ダーウィンも境遇としてはケネディのそれと似ていたのだと思う。非常なまでの、今で言うオタク的な好奇心でチャンスを活かすことを考えていった。
そんな経緯が展示で伺えたため、面白かった。

先述したが、5年間という月日がダーウィンを変えた。その航海での彼のしるした日記の内容には、船酔いしながらも胸の躍るような生物種との出会いや、興奮しきった状態で語る地質変動の一説が翻訳されていた。この5年間で、膨大な量の情報(intelligence)と自ら構築した転成説(後の進化論)をもって、その後生涯をかけて論理構成する(進化論を完成させる)ための素地を作った。この5年間は現代になって知られた、当時にしてみればダーウィンにとっての修業時代だったといえる。
僕は偉人たちの自伝を読むのが好きだが決まって共通する点を見出す。そしてそこがその本の核ということになるのだが、すべての偉人たちに共通する点は、ジャーナリストの立花氏の言葉を借りれば、「謎の空白時代」をすごしているという点である。謎の空白時代とは、世間一般、誰にも知られること無く、長い間修業し、知識や技術を自分のなかに蓄積することである。20代でそれを過ごした後、30代で、その知識や技術をアウトプットしていく。この将来のための知識・経験の蓄えが、本人の身を支える。どんなに貧しかろうが裕福であろうが自分に対する自信を持つに至るこの時代。そんな確固たる自分を築く時代が謎の空白時代である。偉人と言われるが天才ではない。

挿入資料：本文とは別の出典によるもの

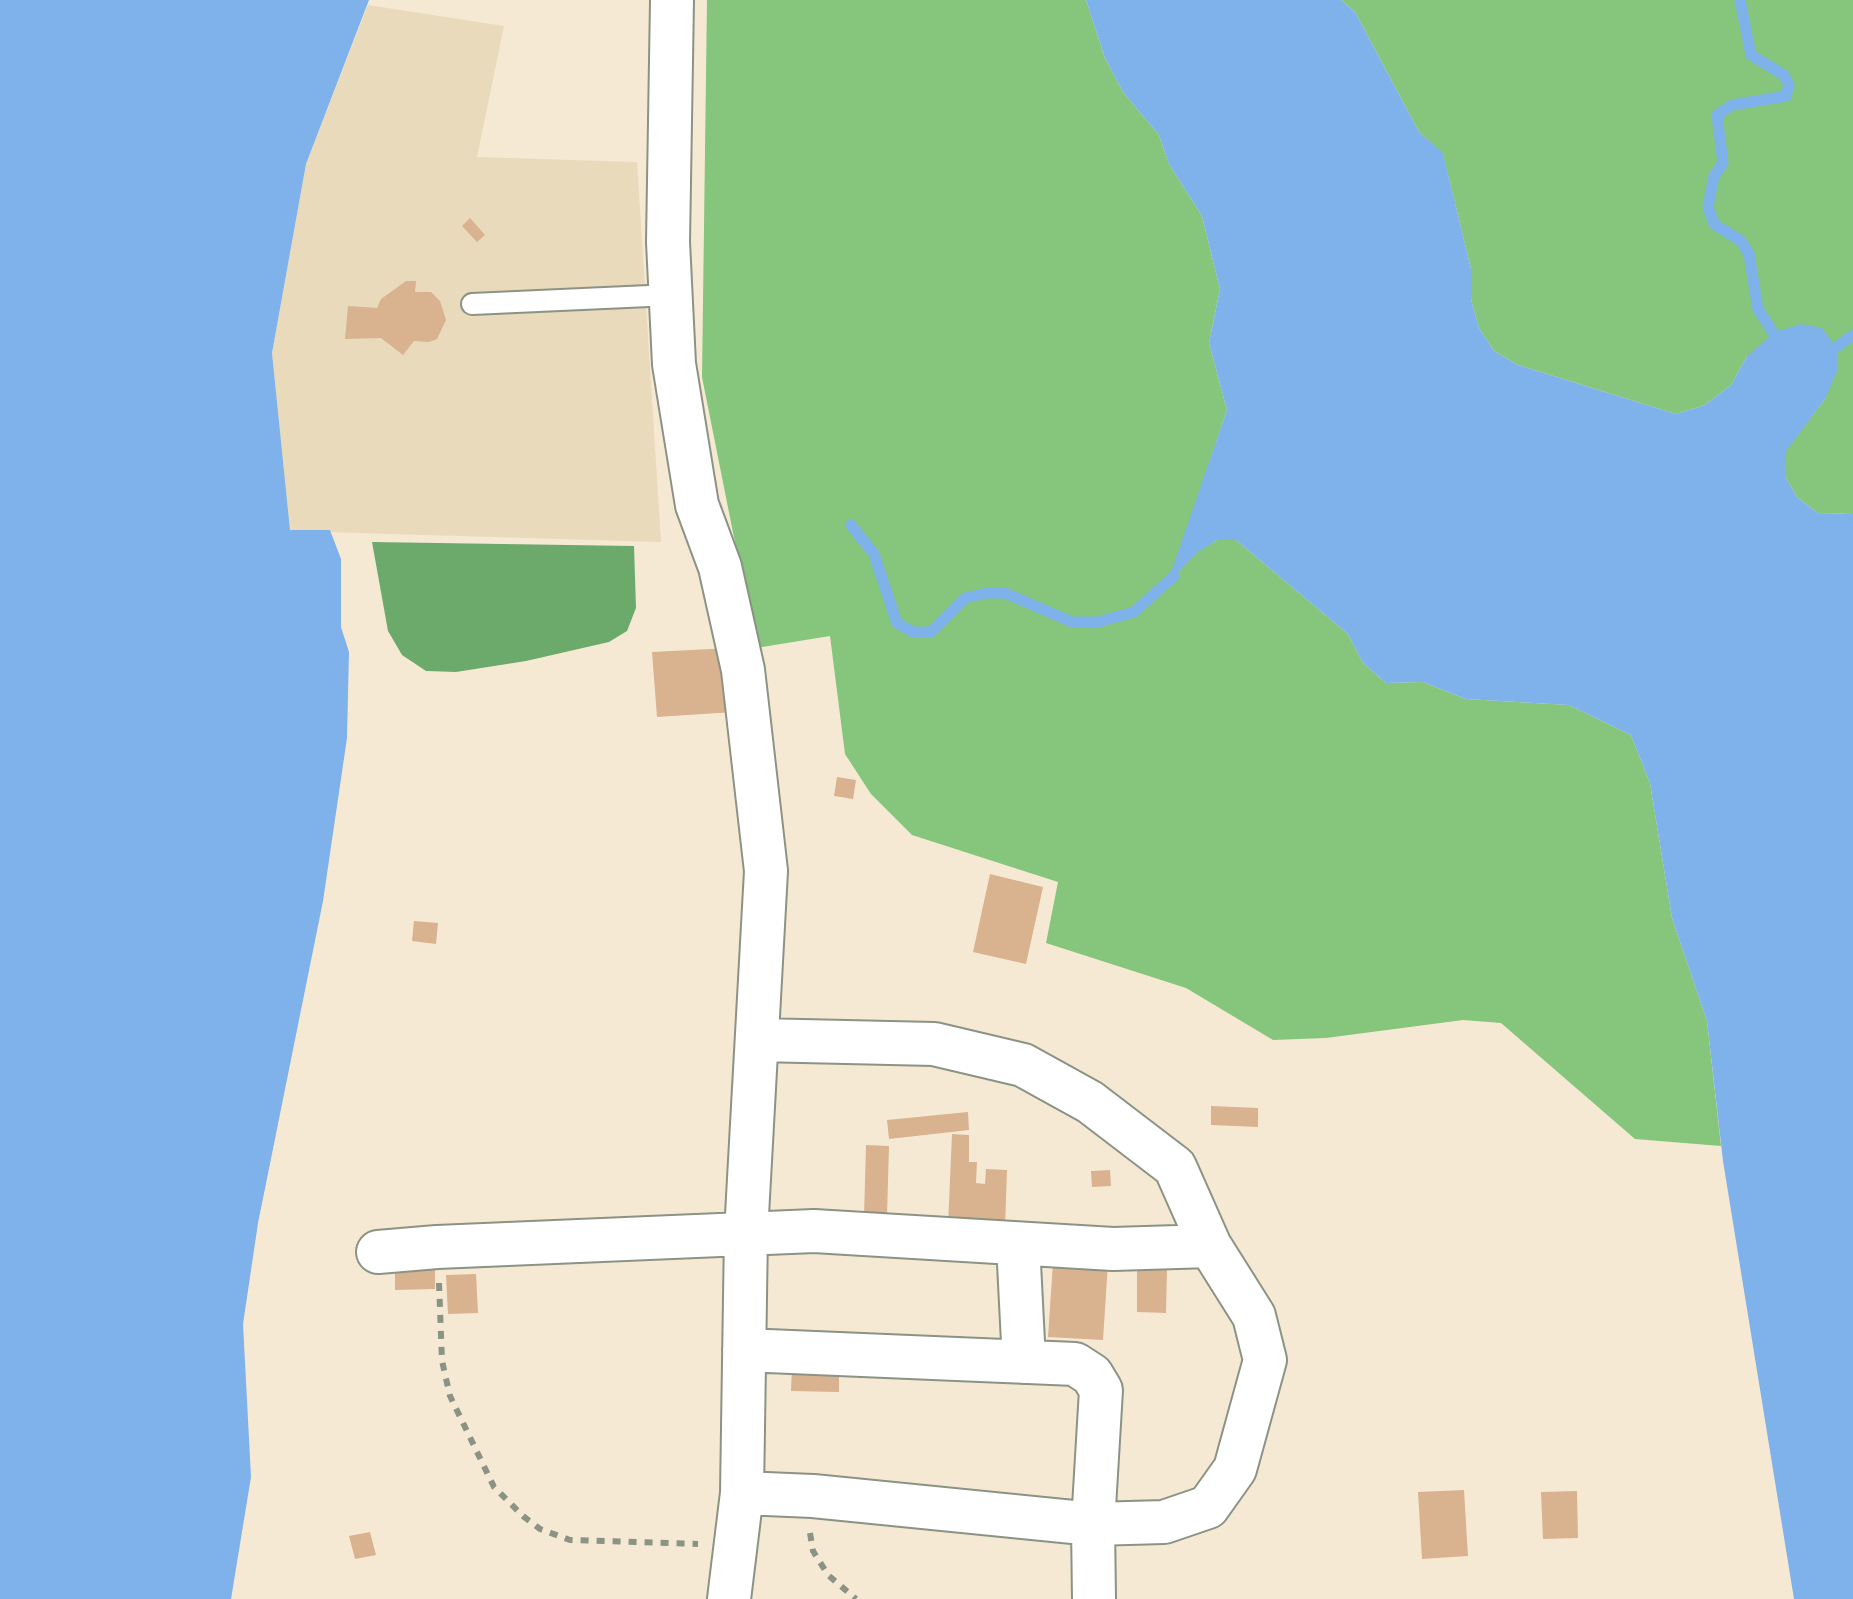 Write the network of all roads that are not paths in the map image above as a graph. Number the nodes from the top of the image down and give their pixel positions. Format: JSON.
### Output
{"nodes":[{"id":1,"x":672,"y":0,"type":"edge"},
{"id":2,"x":671,"y":295,"type":"junction"},
{"id":3,"x":472,"y":304,"type":"dead end"},
{"id":4,"x":758,"y":1040,"type":"junction"},
{"id":5,"x":746,"y":1233,"type":"junction"},
{"id":6,"x":1018,"y":1244,"type":"junction"},
{"id":7,"x":1210,"y":1246,"type":"junction"},
{"id":8,"x":378,"y":1252,"type":"dead end"},
{"id":9,"x":744,"y":1350,"type":"junction"},
{"id":10,"x":1024,"y":1362,"type":"junction"},
{"id":11,"x":742,"y":1493,"type":"junction"},
{"id":12,"x":1093,"y":1524,"type":"junction"},
{"id":13,"x":728,"y":1599,"type":"edge"},
{"id":14,"x":1094,"y":1599,"type":"edge"}],
"edges":[{"from":1,"to":2,"type":"street"},
{"from":2,"to":3,"type":"lane"},
{"from":2,"to":4,"type":"street"},
{"from":4,"to":5,"type":"street"},
{"from":4,"to":7,"type":"street"},
{"from":5,"to":6,"type":"street"},
{"from":5,"to":8,"type":"street"},
{"from":5,"to":9,"type":"street"},
{"from":6,"to":7,"type":"street"},
{"from":6,"to":10,"type":"street"},
{"from":7,"to":12,"type":"street"},
{"from":9,"to":10,"type":"street"},
{"from":9,"to":11,"type":"street"},
{"from":10,"to":12,"type":"street"},
{"from":11,"to":12,"type":"street"},
{"from":11,"to":13,"type":"street"},
{"from":12,"to":14,"type":"street"}]}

すべてが興味に対する固執と努力から成る、言うなれば創作である。


2008年6月17日火曜日

Adventure on my own risk

アラスカ大学のハウジングサービスの方と電話で連絡を取った。
こちらから一ヶ月前に送った寮の申請書に関してなんの応答も無かったからだ。

電話をしてみて改めて「まずい」と思った。
電話でのネイティブとのやり取りはかなり難しい。
自分がアラスカに渡るまでのうちにこの申請と、授業登録と、編入の申請は電話で済ますしか方法は無い。
とりあえず、今回のコンタクトは大学側から、寮に関しての説明をメールで送るから、それについて返信してね。と3回くらい繰り返してもらって納得した。

僕のこれからの旅の最大の障壁となることだろう。勉強せねば。